* Brief: If a line in the records below contains the word "rect", copy it.

Dataset entries:
....................
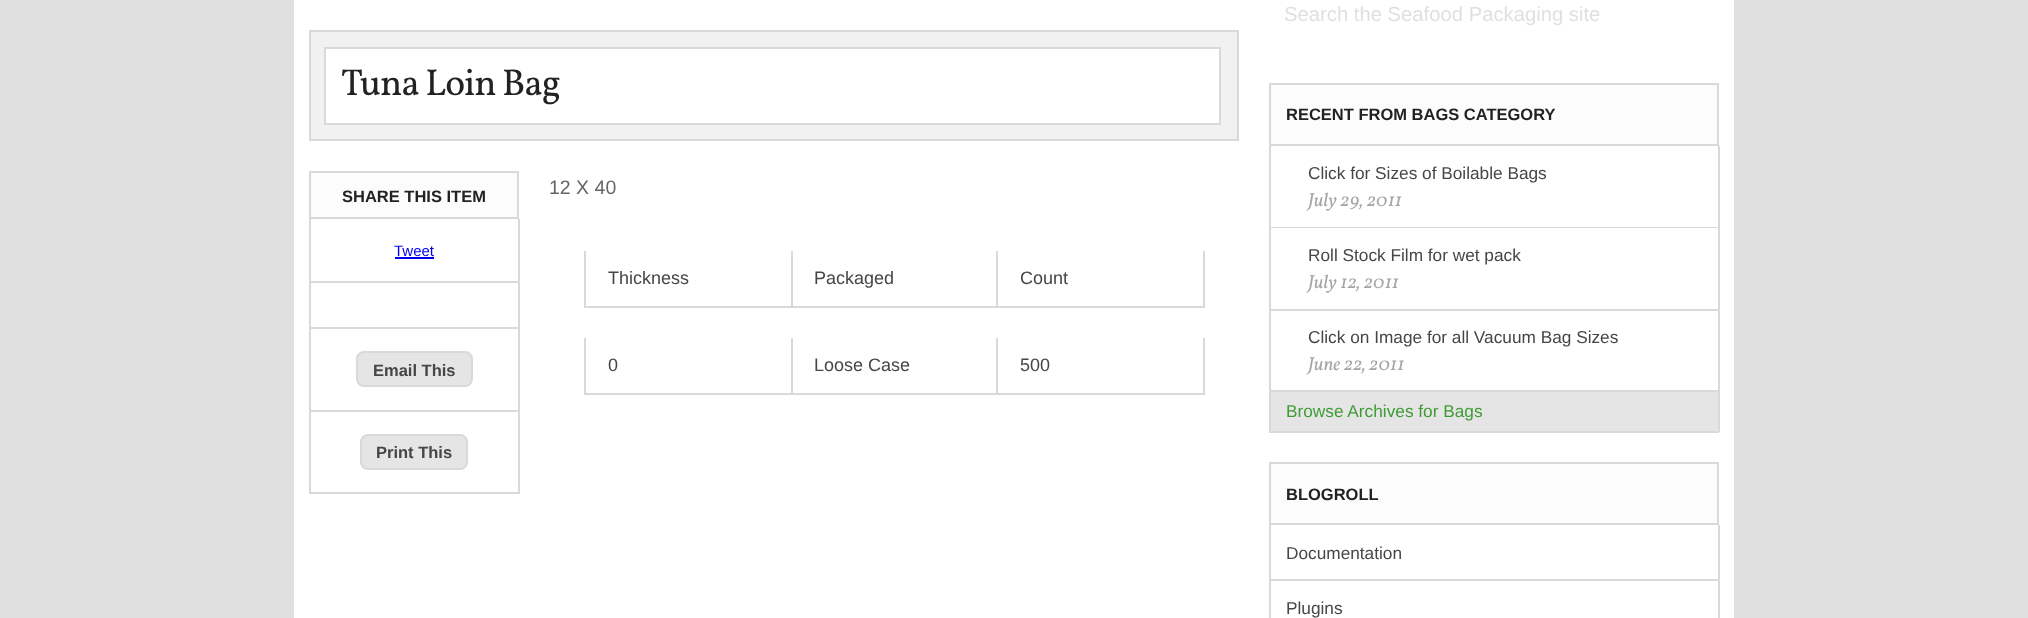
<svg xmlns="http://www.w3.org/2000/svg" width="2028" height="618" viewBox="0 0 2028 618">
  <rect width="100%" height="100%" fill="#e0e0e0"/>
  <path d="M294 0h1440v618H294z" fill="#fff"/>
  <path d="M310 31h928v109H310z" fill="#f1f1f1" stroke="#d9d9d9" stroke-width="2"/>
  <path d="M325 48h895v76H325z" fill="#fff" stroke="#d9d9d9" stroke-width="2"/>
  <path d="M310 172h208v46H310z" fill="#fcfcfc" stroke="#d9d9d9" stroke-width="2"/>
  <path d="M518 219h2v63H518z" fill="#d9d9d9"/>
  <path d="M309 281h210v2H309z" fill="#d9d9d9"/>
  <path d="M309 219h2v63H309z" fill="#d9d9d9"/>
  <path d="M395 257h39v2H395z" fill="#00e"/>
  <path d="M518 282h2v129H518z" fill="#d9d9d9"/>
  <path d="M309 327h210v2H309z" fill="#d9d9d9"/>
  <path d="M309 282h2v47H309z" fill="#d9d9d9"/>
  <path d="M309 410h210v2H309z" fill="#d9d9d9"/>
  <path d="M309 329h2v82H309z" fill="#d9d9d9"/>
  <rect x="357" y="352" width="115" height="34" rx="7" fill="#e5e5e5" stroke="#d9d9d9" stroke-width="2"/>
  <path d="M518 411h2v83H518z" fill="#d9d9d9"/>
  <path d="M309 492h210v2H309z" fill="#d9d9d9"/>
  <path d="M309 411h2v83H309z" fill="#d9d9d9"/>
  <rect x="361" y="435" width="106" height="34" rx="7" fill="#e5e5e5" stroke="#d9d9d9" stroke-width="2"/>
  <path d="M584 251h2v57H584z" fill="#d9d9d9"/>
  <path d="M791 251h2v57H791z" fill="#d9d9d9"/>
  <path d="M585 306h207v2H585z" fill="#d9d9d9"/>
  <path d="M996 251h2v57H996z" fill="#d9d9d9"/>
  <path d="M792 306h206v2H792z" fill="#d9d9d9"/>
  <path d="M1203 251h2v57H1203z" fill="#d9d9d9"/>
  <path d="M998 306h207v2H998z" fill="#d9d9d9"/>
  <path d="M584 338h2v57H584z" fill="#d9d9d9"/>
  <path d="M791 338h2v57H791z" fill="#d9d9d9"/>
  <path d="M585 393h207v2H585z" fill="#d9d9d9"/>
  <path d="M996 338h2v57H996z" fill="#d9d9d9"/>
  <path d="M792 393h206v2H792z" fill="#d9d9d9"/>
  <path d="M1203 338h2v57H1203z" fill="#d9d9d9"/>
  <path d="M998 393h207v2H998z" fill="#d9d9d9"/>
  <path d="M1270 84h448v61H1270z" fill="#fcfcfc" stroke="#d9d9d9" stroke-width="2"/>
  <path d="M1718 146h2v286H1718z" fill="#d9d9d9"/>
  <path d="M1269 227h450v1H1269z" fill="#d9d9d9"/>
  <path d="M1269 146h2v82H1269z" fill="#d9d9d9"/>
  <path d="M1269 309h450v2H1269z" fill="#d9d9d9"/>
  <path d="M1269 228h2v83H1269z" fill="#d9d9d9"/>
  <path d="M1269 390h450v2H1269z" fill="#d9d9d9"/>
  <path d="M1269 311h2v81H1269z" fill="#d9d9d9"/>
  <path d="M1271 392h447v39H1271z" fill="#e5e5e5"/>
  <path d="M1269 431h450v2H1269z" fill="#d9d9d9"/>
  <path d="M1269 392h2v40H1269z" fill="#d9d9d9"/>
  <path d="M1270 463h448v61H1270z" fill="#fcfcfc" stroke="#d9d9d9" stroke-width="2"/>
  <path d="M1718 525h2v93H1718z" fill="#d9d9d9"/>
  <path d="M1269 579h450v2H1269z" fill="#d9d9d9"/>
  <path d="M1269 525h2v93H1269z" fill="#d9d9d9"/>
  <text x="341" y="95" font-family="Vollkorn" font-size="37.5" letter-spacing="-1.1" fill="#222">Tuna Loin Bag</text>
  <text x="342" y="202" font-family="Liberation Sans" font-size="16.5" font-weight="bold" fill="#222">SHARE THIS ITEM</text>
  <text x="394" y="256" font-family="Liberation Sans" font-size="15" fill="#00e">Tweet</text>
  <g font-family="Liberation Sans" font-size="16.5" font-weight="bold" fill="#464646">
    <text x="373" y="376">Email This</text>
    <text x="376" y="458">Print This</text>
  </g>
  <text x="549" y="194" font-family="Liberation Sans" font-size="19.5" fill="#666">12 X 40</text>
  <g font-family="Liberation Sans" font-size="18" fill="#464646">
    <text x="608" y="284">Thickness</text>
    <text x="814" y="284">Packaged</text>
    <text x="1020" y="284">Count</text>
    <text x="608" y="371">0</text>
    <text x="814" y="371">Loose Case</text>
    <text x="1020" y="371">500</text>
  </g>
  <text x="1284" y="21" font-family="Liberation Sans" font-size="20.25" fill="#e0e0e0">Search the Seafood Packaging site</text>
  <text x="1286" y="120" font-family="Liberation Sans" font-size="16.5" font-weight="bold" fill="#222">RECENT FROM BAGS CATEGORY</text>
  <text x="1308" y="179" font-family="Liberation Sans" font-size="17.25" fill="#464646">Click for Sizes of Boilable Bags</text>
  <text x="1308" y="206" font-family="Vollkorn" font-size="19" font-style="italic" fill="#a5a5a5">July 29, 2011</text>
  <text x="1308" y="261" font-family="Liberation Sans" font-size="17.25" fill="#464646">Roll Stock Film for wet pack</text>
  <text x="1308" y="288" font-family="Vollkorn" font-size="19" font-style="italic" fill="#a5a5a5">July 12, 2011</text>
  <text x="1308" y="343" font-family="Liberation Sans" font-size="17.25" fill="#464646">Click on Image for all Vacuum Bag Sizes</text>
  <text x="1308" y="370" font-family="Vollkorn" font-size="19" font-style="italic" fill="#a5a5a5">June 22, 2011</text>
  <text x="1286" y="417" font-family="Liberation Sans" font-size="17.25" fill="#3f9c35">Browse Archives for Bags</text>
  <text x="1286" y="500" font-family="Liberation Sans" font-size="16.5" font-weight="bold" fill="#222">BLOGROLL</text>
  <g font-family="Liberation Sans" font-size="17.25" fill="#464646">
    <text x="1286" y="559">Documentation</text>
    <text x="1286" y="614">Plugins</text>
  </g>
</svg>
....................
* Result:
  <rect width="100%" height="100%" fill="#e0e0e0"/>
  <rect x="357" y="352" width="115" height="34" rx="7" fill="#e5e5e5" stroke="#d9d9d9" stroke-width="2"/>
  <rect x="361" y="435" width="106" height="34" rx="7" fill="#e5e5e5" stroke="#d9d9d9" stroke-width="2"/>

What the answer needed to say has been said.